Aku tercekat. Lidah ini tiba-tiba kaku dan dingin. Aku berteriak!
“Kejamnya engkau hujan! Kenapa tak kau sampaikan sejak dulu jika kau tak akan pernah mencintaiku! Teganya engkau!”
Aku dikhianati. Bergegas kuberlari menyusuri bukit-bukit pasir putih itu. Tanpa arah kuterus berlari. Semakin kencang kulangkahkan kaki dan aku akhirnya terjerembab jatuh tersungkur di ujung bukit. Betapa perihnya sekujur tubuh. Tapi aku lebih tak terkesan dengan perihnya hati ini. Dalam hening, tanpa sadar kuraih cepat sepotong bambu kecil tajam dengan tangan kiri. Kuangkat tinggi-tinggi diantara jemari. Kutantang langit,
“Lihat ini hujan! Aku tak peduli dengan hadirmu! Aku benci engkau hujan!”

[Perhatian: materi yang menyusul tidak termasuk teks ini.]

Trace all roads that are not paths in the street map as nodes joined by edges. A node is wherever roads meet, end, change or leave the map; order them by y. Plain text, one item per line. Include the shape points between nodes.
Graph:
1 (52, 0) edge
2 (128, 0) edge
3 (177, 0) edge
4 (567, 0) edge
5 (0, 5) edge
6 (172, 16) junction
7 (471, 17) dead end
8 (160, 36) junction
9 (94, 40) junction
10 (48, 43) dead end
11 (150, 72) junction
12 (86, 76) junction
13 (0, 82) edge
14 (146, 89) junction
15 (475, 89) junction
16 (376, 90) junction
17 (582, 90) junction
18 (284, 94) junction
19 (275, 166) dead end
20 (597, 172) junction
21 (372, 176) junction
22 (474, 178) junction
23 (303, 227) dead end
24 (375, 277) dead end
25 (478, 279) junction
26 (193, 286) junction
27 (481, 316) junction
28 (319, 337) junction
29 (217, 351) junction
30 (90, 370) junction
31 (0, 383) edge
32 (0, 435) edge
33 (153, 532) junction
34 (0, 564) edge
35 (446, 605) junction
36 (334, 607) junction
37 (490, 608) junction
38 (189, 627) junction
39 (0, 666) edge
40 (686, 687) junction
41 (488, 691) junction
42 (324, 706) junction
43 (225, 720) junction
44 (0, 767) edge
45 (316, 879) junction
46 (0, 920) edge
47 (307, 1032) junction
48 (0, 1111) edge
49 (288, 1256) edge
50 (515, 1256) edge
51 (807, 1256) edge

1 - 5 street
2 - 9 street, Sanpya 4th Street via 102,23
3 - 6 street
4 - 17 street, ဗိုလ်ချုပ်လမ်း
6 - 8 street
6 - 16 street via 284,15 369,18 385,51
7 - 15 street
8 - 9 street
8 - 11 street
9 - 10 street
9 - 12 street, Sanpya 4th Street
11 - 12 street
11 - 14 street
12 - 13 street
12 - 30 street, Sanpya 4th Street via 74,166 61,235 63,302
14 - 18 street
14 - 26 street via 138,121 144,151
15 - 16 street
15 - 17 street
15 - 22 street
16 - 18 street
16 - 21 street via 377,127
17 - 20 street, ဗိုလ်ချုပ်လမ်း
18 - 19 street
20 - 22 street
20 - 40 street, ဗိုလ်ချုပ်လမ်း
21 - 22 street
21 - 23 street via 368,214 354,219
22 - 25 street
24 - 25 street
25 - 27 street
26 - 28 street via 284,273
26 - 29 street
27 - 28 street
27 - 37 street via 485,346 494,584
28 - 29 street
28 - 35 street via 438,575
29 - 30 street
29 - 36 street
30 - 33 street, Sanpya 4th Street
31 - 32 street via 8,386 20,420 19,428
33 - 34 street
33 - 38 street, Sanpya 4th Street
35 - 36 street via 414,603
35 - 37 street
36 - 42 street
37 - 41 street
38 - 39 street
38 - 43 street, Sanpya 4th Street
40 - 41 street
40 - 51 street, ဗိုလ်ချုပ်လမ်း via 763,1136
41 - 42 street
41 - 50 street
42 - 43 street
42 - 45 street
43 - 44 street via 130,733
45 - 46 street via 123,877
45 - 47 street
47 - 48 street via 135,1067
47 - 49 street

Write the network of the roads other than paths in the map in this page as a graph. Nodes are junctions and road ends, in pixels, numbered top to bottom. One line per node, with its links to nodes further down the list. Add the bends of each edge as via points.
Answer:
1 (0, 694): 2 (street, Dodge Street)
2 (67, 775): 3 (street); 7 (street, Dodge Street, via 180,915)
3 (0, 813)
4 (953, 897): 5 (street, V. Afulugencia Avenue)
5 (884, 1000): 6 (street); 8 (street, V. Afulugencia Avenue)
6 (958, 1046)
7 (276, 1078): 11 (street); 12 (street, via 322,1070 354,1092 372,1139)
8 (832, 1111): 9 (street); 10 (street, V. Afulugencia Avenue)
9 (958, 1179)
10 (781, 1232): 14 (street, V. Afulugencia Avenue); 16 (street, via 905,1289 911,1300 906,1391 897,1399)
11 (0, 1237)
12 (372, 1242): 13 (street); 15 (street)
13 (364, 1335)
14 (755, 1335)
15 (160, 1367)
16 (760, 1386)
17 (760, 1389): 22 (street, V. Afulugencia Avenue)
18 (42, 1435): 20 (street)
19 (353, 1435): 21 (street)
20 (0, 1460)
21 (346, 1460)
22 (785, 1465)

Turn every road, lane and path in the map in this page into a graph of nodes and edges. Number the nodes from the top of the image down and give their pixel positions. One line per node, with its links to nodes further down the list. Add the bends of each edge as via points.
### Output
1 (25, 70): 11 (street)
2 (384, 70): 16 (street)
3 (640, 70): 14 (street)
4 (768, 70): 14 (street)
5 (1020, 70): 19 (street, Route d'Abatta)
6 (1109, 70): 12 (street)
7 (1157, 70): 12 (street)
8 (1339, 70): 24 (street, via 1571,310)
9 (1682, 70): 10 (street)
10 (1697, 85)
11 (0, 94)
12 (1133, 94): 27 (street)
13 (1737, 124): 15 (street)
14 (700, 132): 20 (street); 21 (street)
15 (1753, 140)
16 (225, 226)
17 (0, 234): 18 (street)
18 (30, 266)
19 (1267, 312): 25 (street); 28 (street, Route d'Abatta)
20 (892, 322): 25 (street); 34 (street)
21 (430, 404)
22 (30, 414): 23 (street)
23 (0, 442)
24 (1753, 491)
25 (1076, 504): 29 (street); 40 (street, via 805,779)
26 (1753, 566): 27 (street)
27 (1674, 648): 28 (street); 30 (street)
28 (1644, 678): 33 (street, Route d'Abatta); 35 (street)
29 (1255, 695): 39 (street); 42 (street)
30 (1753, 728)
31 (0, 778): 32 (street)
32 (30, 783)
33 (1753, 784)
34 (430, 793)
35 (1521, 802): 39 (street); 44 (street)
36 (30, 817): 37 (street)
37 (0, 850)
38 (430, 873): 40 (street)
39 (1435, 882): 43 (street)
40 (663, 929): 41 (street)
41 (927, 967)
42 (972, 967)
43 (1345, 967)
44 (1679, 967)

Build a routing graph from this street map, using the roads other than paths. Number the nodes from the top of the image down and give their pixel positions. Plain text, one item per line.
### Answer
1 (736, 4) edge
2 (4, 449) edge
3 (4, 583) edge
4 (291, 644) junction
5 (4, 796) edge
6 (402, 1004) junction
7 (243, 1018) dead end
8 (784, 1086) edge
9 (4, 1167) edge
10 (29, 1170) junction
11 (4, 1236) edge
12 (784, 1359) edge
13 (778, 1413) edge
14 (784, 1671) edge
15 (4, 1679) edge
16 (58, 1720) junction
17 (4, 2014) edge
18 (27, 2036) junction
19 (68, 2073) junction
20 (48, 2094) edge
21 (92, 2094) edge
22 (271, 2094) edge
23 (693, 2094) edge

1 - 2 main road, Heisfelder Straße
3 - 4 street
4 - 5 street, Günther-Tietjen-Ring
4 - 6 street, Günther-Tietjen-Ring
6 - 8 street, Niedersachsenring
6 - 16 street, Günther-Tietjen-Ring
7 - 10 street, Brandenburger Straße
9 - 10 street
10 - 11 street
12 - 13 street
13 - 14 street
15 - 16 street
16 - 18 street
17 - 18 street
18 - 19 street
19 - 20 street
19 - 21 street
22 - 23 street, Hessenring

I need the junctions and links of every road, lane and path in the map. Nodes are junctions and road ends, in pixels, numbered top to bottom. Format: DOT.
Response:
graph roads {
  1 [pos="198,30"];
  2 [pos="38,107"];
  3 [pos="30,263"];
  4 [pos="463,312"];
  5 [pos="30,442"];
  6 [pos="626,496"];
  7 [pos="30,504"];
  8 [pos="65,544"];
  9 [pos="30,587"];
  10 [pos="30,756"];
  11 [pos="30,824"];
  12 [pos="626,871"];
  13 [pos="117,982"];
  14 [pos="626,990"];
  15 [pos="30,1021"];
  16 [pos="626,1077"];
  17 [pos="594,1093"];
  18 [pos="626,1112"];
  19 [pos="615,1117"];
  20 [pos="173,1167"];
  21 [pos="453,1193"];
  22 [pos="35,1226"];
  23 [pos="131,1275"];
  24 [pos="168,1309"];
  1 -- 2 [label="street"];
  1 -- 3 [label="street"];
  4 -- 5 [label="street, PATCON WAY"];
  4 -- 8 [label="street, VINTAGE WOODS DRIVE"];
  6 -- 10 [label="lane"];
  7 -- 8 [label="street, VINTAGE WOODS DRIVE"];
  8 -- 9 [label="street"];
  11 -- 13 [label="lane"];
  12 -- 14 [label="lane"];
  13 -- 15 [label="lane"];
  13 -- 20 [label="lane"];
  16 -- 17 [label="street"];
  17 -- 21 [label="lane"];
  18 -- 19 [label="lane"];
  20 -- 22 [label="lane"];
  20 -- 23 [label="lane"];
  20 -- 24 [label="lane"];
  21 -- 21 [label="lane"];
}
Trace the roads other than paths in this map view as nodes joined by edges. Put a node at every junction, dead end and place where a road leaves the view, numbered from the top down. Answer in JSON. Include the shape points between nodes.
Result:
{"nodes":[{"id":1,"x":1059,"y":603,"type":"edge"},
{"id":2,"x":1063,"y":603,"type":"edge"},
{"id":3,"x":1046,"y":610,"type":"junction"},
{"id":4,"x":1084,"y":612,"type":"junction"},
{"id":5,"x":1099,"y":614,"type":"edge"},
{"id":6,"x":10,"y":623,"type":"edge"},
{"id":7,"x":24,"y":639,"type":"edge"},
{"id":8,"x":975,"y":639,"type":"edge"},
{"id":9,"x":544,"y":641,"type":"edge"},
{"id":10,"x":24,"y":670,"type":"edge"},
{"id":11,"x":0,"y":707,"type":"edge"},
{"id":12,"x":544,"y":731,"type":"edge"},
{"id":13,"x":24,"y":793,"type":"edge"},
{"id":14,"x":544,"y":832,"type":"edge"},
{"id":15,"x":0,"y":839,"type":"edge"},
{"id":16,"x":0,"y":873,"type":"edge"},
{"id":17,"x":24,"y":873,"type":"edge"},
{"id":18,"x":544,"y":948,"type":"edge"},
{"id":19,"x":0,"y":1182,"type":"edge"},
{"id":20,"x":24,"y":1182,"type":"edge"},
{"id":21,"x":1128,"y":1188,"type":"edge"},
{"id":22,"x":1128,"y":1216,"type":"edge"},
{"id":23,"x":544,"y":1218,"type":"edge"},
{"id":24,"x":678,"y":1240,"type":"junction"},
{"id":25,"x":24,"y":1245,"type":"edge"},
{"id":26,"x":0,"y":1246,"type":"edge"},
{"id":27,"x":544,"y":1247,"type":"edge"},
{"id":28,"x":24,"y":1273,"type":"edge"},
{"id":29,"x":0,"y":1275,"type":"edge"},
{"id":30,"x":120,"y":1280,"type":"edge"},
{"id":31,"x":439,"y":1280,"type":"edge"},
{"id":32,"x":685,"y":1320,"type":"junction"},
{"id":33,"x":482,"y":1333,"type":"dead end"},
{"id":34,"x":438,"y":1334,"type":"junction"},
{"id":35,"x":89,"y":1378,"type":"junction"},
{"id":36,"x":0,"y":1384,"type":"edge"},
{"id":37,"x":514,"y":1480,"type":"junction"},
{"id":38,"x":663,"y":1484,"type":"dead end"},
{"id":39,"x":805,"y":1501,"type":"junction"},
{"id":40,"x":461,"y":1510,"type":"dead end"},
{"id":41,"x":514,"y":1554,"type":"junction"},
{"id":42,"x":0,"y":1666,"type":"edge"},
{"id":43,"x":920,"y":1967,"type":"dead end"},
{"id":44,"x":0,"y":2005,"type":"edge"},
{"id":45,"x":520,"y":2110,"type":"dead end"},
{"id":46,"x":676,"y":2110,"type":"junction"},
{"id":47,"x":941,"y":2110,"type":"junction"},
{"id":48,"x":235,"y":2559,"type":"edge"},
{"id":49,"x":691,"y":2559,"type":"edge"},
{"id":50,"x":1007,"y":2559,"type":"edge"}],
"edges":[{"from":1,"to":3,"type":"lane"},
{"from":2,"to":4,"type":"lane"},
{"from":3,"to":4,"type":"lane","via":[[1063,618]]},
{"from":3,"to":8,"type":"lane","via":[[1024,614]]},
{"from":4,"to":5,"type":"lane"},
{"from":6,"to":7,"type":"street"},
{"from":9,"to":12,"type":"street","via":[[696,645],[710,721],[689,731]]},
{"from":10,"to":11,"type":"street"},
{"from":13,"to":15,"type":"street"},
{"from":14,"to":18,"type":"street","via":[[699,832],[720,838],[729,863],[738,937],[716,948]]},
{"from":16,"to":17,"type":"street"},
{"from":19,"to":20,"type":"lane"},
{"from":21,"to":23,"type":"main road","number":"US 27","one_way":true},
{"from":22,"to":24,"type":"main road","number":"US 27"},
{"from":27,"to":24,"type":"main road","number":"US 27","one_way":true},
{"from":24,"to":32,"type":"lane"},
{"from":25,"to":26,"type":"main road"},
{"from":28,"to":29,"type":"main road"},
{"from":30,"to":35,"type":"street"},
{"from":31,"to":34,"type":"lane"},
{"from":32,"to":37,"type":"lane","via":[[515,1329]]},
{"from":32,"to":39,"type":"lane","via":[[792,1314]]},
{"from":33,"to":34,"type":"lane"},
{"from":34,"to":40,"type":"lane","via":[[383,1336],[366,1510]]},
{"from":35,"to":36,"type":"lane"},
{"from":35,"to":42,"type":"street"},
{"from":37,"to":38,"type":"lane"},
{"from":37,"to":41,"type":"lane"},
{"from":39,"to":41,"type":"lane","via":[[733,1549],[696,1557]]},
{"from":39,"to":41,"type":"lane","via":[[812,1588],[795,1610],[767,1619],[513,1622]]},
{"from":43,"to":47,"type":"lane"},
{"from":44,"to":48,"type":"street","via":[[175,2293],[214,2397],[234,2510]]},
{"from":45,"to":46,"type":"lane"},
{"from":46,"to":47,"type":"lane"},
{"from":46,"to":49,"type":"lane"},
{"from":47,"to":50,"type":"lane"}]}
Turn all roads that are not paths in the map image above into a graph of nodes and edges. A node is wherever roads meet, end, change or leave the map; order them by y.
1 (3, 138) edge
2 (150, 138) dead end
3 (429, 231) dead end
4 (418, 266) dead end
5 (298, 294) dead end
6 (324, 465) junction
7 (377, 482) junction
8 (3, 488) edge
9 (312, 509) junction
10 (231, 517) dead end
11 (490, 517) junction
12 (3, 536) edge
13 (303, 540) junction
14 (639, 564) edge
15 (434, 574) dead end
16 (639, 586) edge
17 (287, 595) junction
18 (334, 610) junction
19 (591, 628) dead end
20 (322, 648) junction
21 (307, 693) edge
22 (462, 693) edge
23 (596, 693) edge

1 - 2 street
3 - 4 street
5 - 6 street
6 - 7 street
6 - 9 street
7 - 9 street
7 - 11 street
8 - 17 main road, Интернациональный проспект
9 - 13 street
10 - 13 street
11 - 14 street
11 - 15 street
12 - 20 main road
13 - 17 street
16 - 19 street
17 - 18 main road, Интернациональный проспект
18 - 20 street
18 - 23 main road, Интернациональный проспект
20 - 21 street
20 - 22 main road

Kuhujamkan bambu itu ke kedua mataku. Maha sakit, tapi aku membatu diam. Lalu dengan keras kuhunuskan bambu itu menuju hati. Darah pun mengalir. Deras. Dalam hembusan lirih kuberbisik,
“Lebih baik aku buta mata, agar aku tak pernah lagi melihat engkau memberikan bulir airmu untuk sosok yang lebih engkau cintai, dan aku pun butakan hatiku, agar tak perlu lagi kurasakan cinta hadir di hati ini. Selamat tinggal hujan… Aku ternyata tak bisa menghentikan cintaku untukmu. Selamanya.”
Hujan pun lalu turun setetes demi setetes. Warna airnya pucat, tak lagi bening, tapi bewarna kemerahan, selegam darah yang telah terlanjur tertumpah demi kata cinta.
27 September 2006.
Untuk ‘hujan’ ku, pernahkah kau merindukanku?